WHAT IS REQUIRED: In the records below, find each line holding the word "screen" and copy it.

RECORDS FOR THE EXERCISE:
>>>
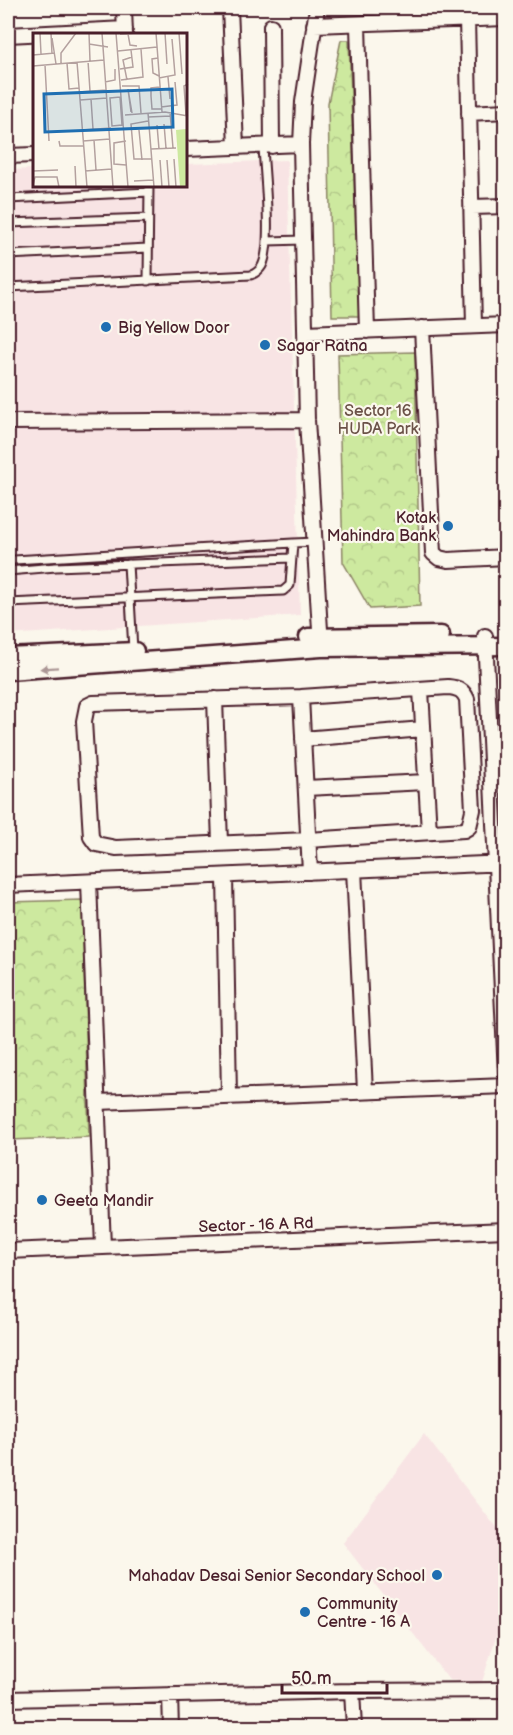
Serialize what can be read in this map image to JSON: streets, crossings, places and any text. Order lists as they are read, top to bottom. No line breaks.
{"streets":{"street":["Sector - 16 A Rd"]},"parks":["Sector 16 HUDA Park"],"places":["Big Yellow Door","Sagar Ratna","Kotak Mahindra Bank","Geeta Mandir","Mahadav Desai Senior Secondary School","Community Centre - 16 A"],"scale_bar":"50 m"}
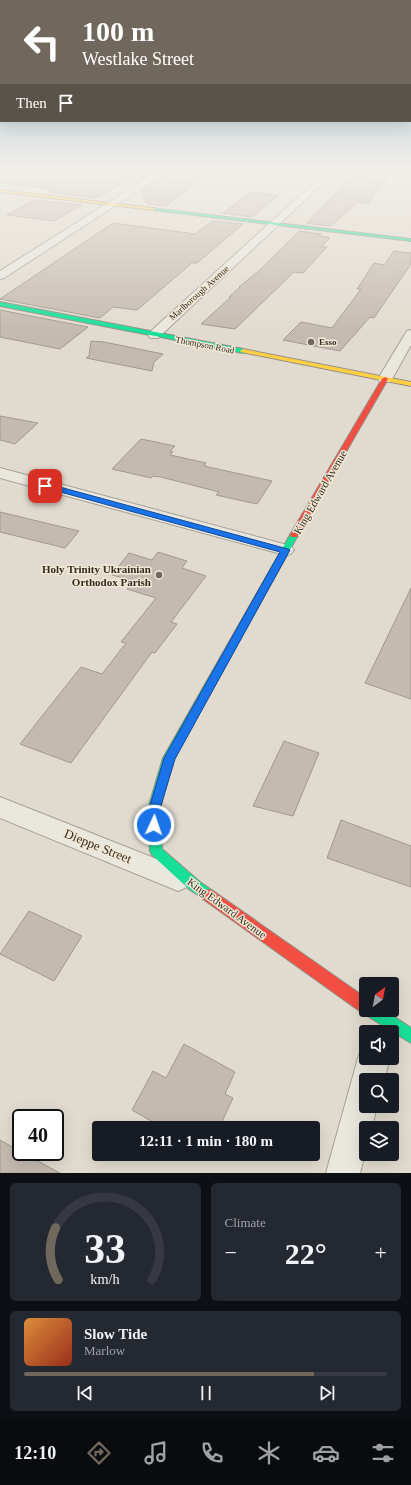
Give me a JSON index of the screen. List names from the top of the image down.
<<<
>>>
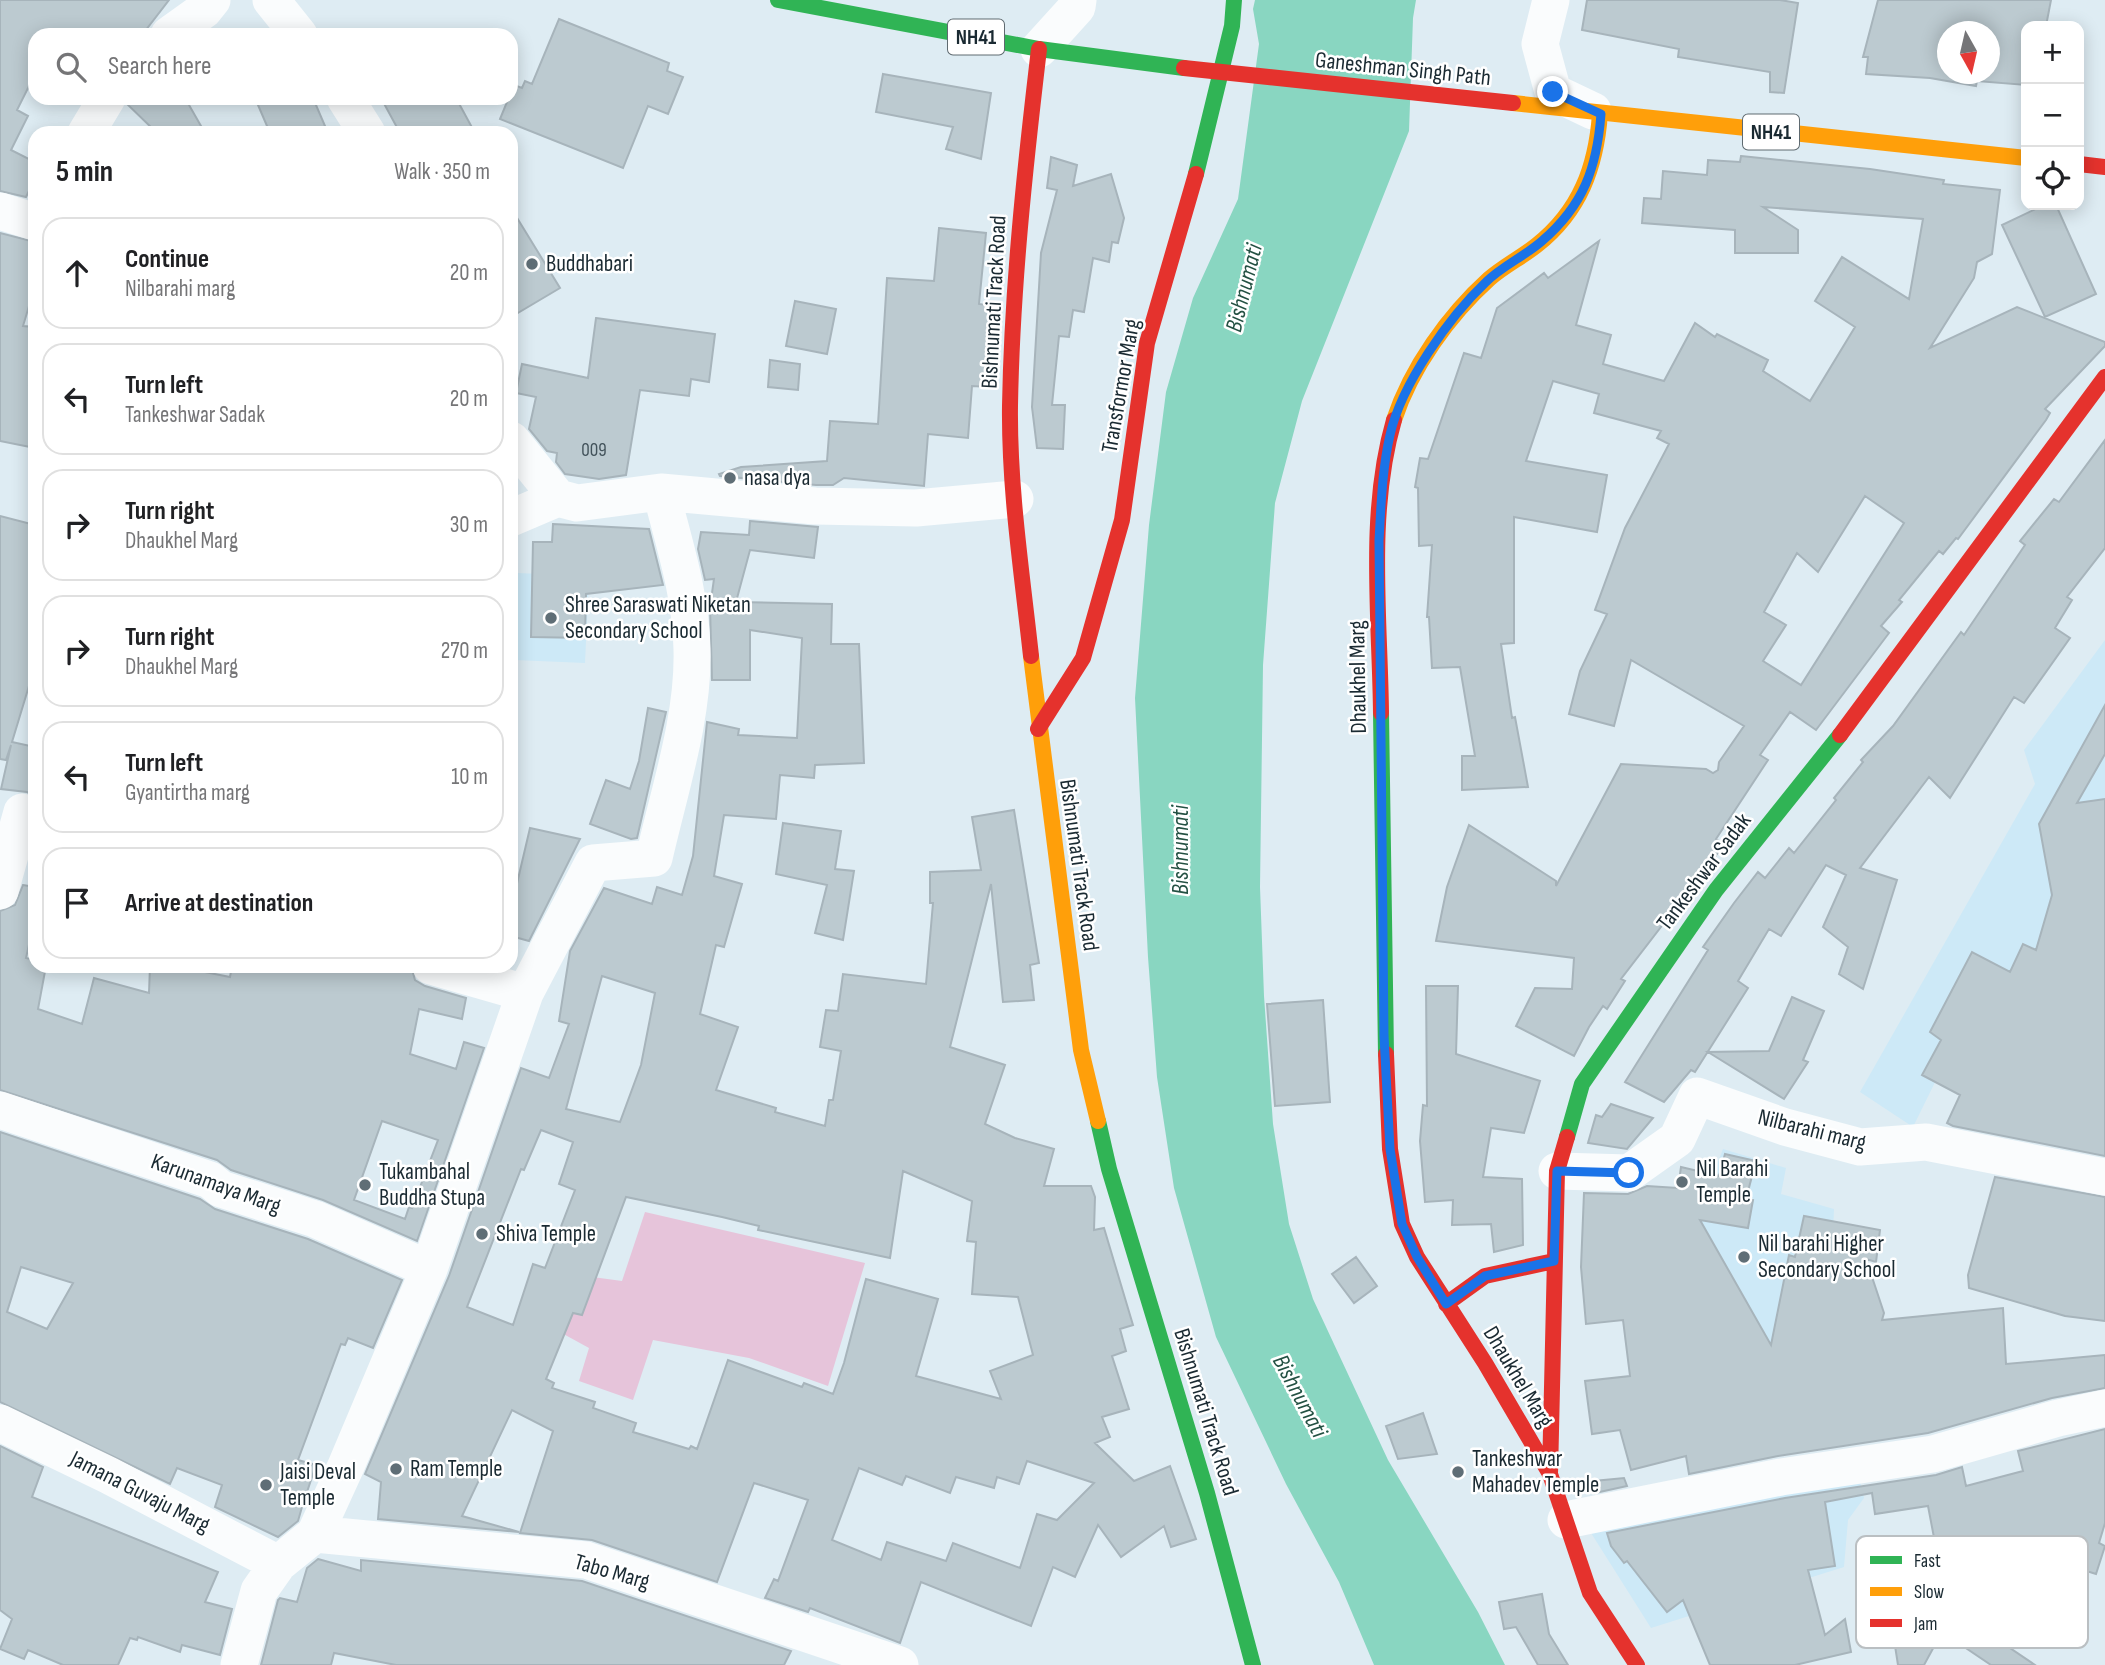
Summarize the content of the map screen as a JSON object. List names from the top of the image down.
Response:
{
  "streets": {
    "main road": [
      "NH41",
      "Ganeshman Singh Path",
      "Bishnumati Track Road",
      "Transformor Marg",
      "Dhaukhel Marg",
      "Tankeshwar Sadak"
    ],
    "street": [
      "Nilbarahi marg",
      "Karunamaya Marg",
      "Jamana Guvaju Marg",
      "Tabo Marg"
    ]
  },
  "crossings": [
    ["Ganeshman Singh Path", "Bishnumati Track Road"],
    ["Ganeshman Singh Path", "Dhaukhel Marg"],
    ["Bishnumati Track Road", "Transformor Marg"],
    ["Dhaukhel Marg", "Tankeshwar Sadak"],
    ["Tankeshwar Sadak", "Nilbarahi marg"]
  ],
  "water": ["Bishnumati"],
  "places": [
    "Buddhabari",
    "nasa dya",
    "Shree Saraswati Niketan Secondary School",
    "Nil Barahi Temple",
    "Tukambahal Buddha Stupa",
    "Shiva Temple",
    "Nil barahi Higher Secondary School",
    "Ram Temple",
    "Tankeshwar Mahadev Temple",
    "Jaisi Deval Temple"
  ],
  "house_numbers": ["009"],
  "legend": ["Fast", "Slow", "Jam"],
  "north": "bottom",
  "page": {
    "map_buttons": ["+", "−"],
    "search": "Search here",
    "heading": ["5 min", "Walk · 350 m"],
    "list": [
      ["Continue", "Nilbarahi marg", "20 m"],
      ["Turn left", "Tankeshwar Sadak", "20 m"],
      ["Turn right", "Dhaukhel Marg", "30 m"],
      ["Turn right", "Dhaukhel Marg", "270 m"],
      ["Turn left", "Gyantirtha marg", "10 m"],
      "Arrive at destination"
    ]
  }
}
<<<
EXERCISE SOLUTION:
Give me a JSON index of the screen. List names from the top of the image down.
Summarize the content of the map screen as a JSON object. List names from the top of the image down.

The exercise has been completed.